Intermediate, Seminar—Spring

This interdisciplinary course in psychology and anthropology will address mental health in diverse cultural contexts, drawing upon a range of case studies to illuminate the causes, symptoms, diagnosis, course, and treatment of mental illness across the globe. We open the course by exploring questions of the classification of mental illness to address whether Western psychiatric categories apply across different local contexts. We explore the globalization of American understandings of the psyche; the exportation of Western mental disorders; and the impact of psychiatric imperialism in places like Sri Lanka, Zanzibar, Oaxaca, and Japan. Through our readings of peer-reviewed articles and current research in cultural psychology, clinical psychology, and psychological and medical anthropology, we will explore conditions such as depression and anxiety, schizophrenia, autism, susto, and mal de ojo in order to understand the entanglements of psychological experience, culture, morality, sociality, and care.
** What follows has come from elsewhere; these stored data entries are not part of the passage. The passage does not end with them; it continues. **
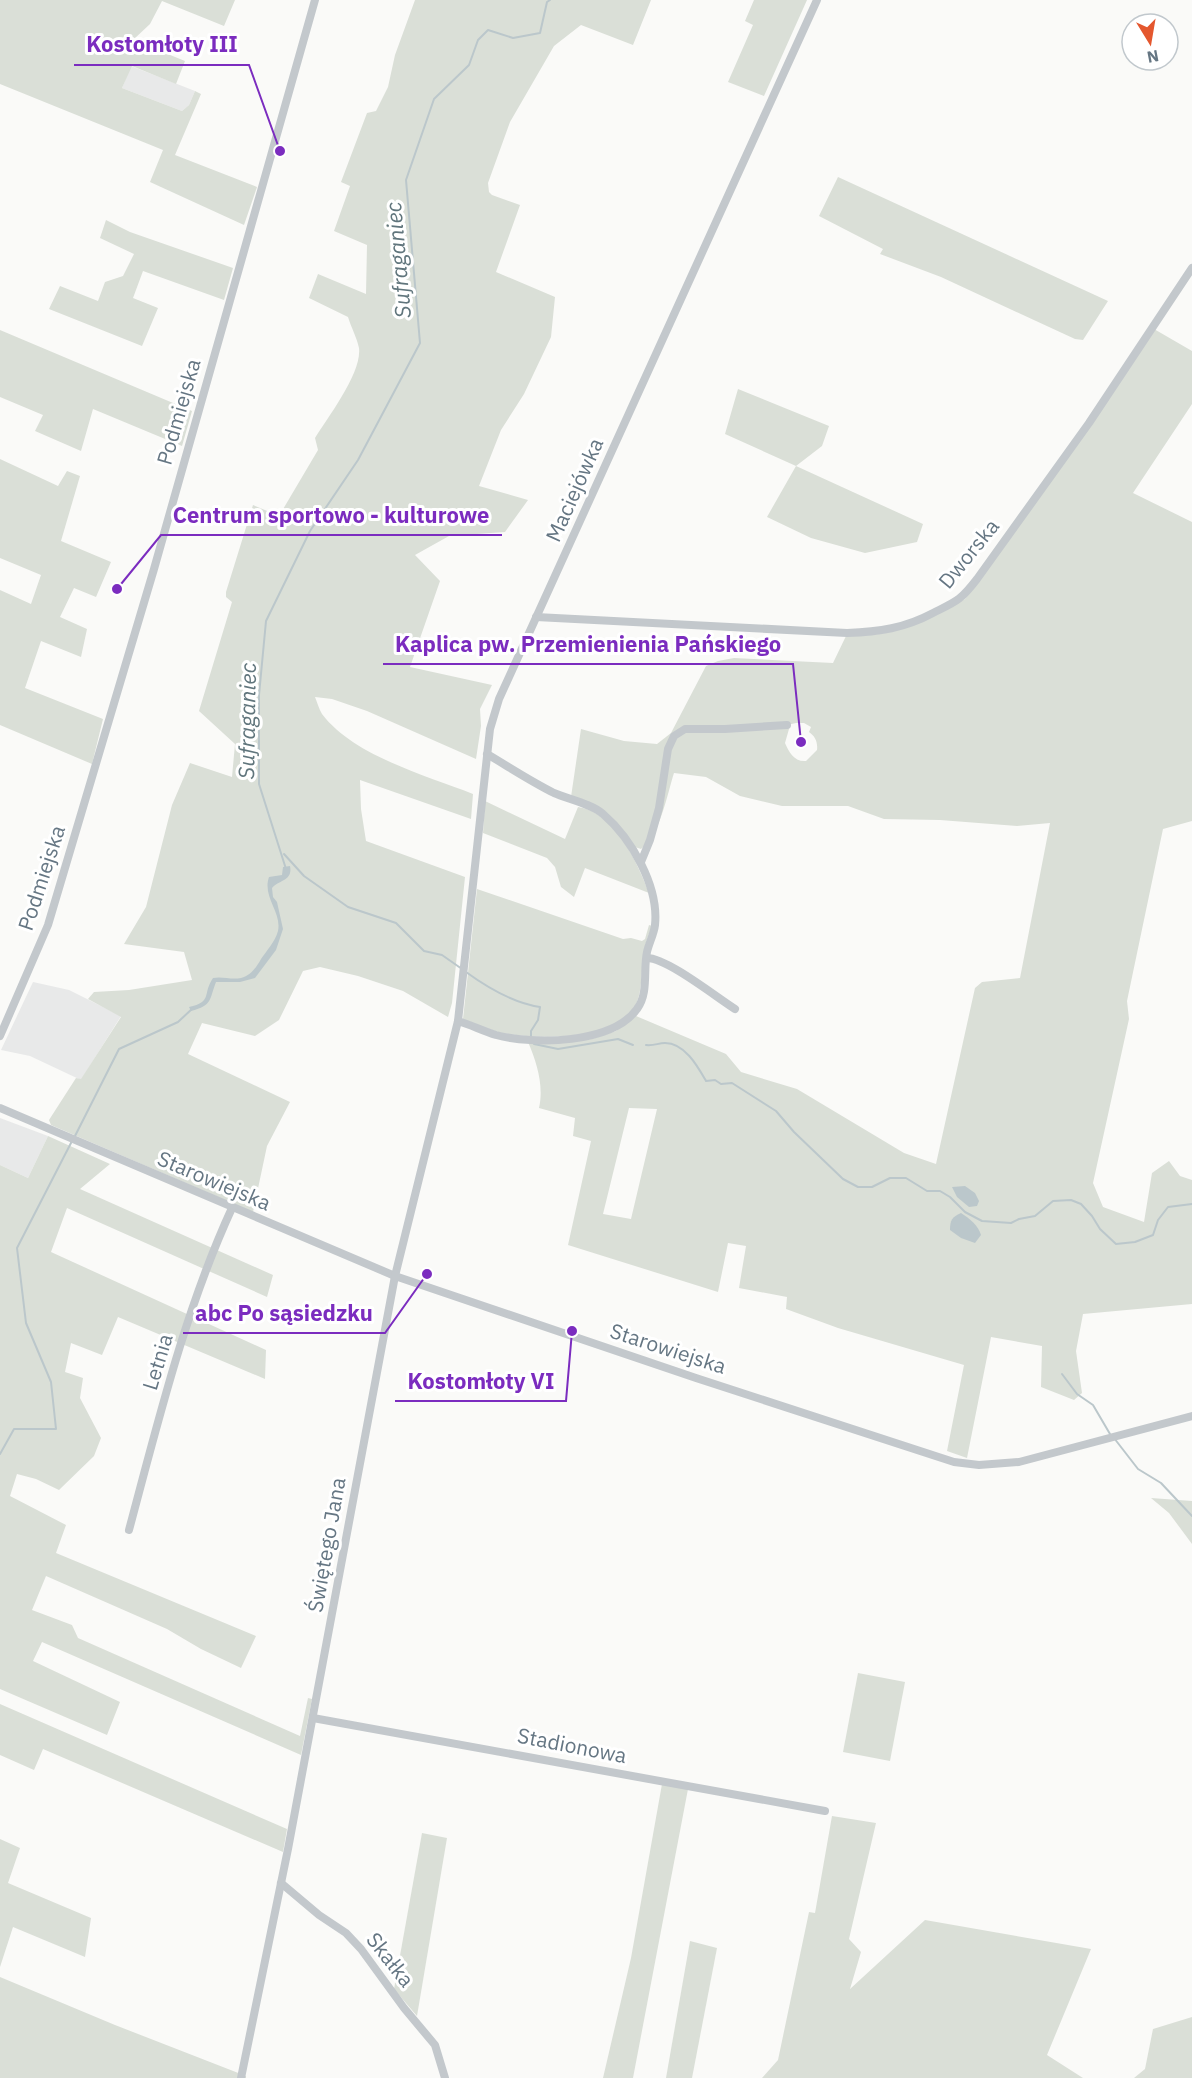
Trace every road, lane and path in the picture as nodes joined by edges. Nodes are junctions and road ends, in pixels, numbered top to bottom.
1 (315, 0) edge
2 (817, 0) edge
3 (1192, 268) edge
4 (536, 617) junction
5 (787, 725) dead end
6 (487, 754) junction
7 (641, 862) junction
8 (647, 958) junction
9 (735, 1009) dead end
10 (458, 1021) junction
11 (0, 1036) edge
12 (0, 1108) edge
13 (232, 1208) junction
14 (395, 1276) junction
15 (1192, 1416) edge
16 (129, 1530) dead end
17 (313, 1718) junction
18 (825, 1812) dead end
19 (281, 1883) junction
20 (241, 2078) edge
21 (445, 2078) edge

1 - 11 street, Podmiejska
2 - 4 street, Maciejówka
3 - 4 street, Dworska
4 - 6 street, Maciejówka
5 - 7 street
6 - 7 street
6 - 10 street, Maciejówka
7 - 8 street
8 - 9 street
8 - 10 street
10 - 14 street, Świętego Jana
12 - 13 street, Starowiejska
13 - 14 street, Starowiejska
13 - 16 street, Letnia
14 - 15 street, Starowiejska
14 - 17 street, Świętego Jana
17 - 18 street, Stadionowa
17 - 19 street, Świętego Jana
19 - 20 street, Świętego Jana
19 - 21 street, Skałka

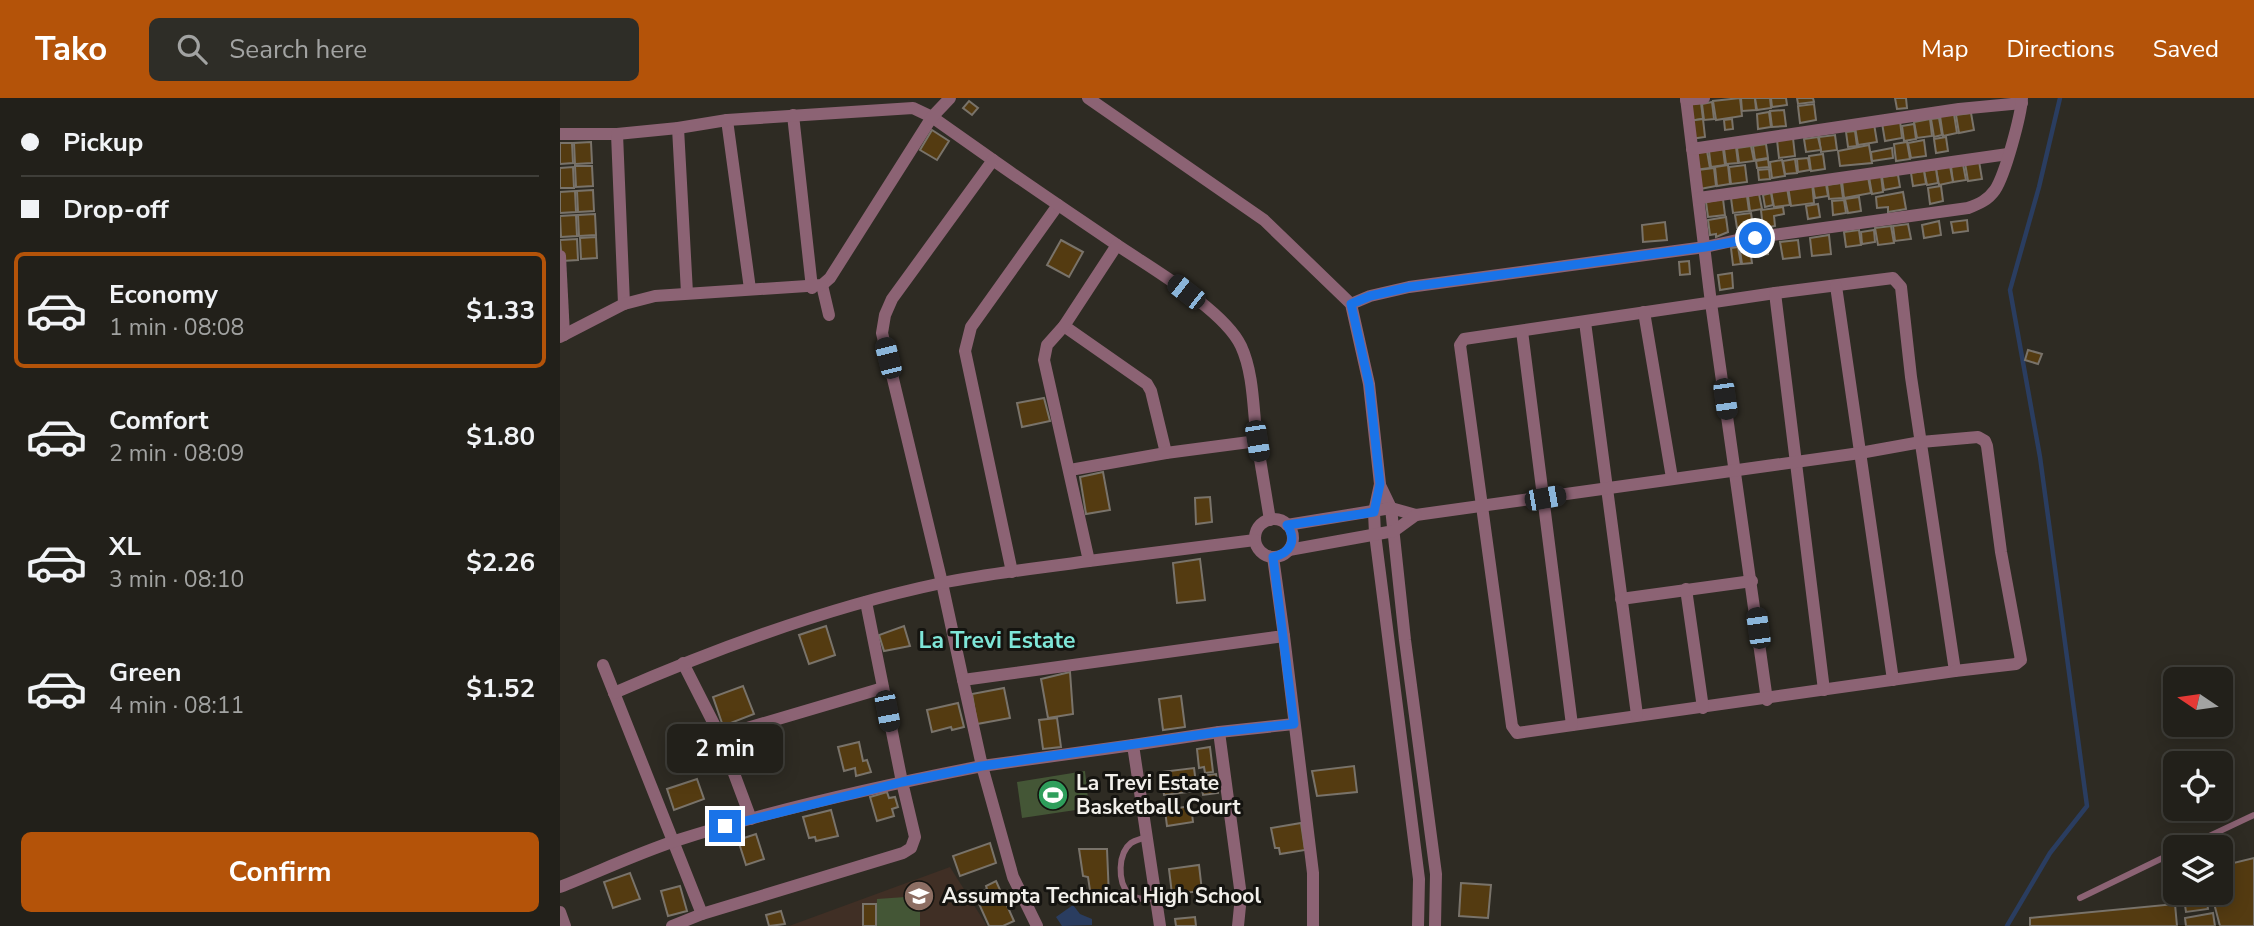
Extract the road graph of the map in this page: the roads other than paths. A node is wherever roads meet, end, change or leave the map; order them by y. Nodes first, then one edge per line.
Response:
1 (950, 98) edge
2 (1088, 98) edge
3 (1704, 98) edge
4 (1686, 99) edge
5 (2022, 100) edge
6 (793, 115) junction
7 (932, 117) junction
8 (727, 120) junction
9 (678, 128) junction
10 (560, 134) edge
11 (617, 134) junction
12 (1692, 149) junction
13 (2008, 154) junction
14 (993, 160) junction
15 (1699, 198) junction
16 (1058, 205) junction
17 (1117, 245) junction
18 (1705, 247) junction
19 (560, 256) edge
20 (818, 286) junction
21 (1836, 286) junction
22 (750, 289) junction
23 (687, 293) junction
24 (1775, 293) junction
25 (1711, 303) junction
26 (624, 304) junction
27 (1351, 304) junction
28 (1644, 312) junction
29 (829, 315) dead end
30 (1585, 322) junction
31 (1064, 326) junction
32 (1522, 331) junction
33 (562, 336) edge
34 (1257, 441) junction
35 (1921, 442) junction
36 (1166, 453) junction
37 (1860, 453) junction
38 (1794, 461) junction
39 (1070, 470) junction
40 (1735, 470) junction
41 (1672, 478) junction
42 (1380, 484) junction
43 (1608, 487) junction
44 (1545, 498) junction
45 (1481, 506) junction
46 (1391, 508) junction
47 (1374, 512) junction
48 (1416, 515) junction
49 (1270, 520) junction
50 (1287, 525) junction
51 (1394, 531) junction
52 (1375, 534) junction
53 (1255, 540) junction
54 (1289, 550) junction
55 (1273, 557) junction
56 (1089, 561) junction
57 (1012, 572) junction
58 (1752, 581) junction
59 (942, 583) junction
60 (1686, 589) junction
61 (1621, 599) junction
62 (866, 602) junction
63 (1284, 636) junction
64 (683, 663) junction
65 (603, 665) dead end
66 (1955, 671) junction
67 (963, 680) junction
68 (1893, 680) junction
69 (883, 688) junction
70 (1824, 690) junction
71 (614, 693) junction
72 (1767, 699) junction
73 (1703, 708) junction
74 (1637, 715) junction
75 (1294, 724) junction
76 (1572, 725) junction
77 (1219, 732) junction
78 (720, 736) junction
79 (1133, 745) junction
80 (982, 766) junction
81 (902, 782) junction
82 (2254, 815) edge
83 (751, 819) junction
84 (2212, 835) edge
85 (1148, 837) junction
86 (673, 842) junction
87 (2163, 858) edge
88 (1436, 874) junction
89 (1419, 879) junction
90 (560, 887) edge
91 (2080, 898) dead end
92 (1157, 899) junction
93 (560, 912) edge
94 (702, 914) junction
95 (565, 926) edge
96 (672, 926) edge
97 (1037, 926) edge
98 (1160, 926) edge
99 (1238, 926) edge
100 (1313, 926) edge
101 (1418, 926) edge
102 (1435, 926) edge

1 - 7 street
2 - 27 street
3 - 4 street
4 - 12 street
5 - 12 street
5 - 13 street
6 - 7 street
6 - 8 street
6 - 20 street
7 - 14 street
7 - 20 street
8 - 9 street
8 - 22 street
9 - 11 street
9 - 23 street
10 - 11 street
11 - 26 street
12 - 15 street
13 - 15 street
13 - 18 street
14 - 16 street
14 - 59 street
15 - 18 street
16 - 17 street
16 - 57 street
17 - 31 street
17 - 34 street
18 - 25 street
18 - 27 street
19 - 33 street
20 - 22 street
20 - 29 street
21 - 24 street
21 - 35 street
21 - 37 street
22 - 23 street
23 - 26 street
24 - 25 street
24 - 38 street
25 - 28 street
25 - 40 street
26 - 33 street
27 - 42 street
28 - 30 street
28 - 41 street
30 - 32 street
30 - 43 street
31 - 36 street
31 - 39 street
32 - 44 street
32 - 45 street
34 - 36 street
34 - 49 street
35 - 37 street
35 - 66 street
35 - 66 street
36 - 39 street
37 - 38 street
37 - 68 street
38 - 40 street
38 - 70 street
39 - 56 street
40 - 41 street
40 - 58 street
41 - 43 street
42 - 46 street
42 - 47 street
43 - 44 street
43 - 61 street
44 - 45 street
44 - 76 street
45 - 48 street
45 - 76 street
46 - 47 street
46 - 48 street
46 - 51 street
47 - 50 street
47 - 52 street
48 - 51 street
49 - 50 street
49 - 53 street
50 - 54 street
51 - 52 street
51 - 88 street
52 - 54 street
52 - 89 street
53 - 55 street
53 - 56 street
54 - 55 street
55 - 63 street
56 - 57 street
57 - 59 street
58 - 60 street
58 - 72 street
59 - 62 street
59 - 67 street
60 - 61 street
60 - 73 street
61 - 74 street
62 - 64 street
62 - 69 street
63 - 67 street
63 - 75 street
64 - 71 street
64 - 78 street
65 - 71 street
66 - 68 street
67 - 80 street
68 - 70 street
69 - 78 street
69 - 81 street
70 - 72 street
71 - 86 street
72 - 73 street
73 - 74 street
74 - 76 street
75 - 77 street
75 - 100 street
77 - 79 street
77 - 99 street
78 - 83 street
79 - 80 street
79 - 85 street
80 - 81 street
80 - 97 street
81 - 83 street
81 - 94 street
82 - 84 lane
83 - 86 street
85 - 92 street
85 - 92 lane
86 - 90 street
86 - 94 street
87 - 91 lane
88 - 89 street
88 - 102 street
89 - 101 street
92 - 98 street
93 - 95 street
94 - 96 street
We explore how diagnostic processes and psychiatric care are, at times, differentially applied in the United States according to the client’s race/ethnicity, class, and gender. Finally, we explore the complexities of recovery or healing, addressing puzzles such as why certain mental disorders considered to be lifelong, chronic, and severe in some parts of the world are interpreted as temporary, fleeting, and manageable elsewhere—and how such expectations influence people’s ability to experience wellness or (re)integration into family, work, and society. Several of our authors will join us as invited guest speakers to talk about their current work. Students will conduct conference projects related to the central topics of our course.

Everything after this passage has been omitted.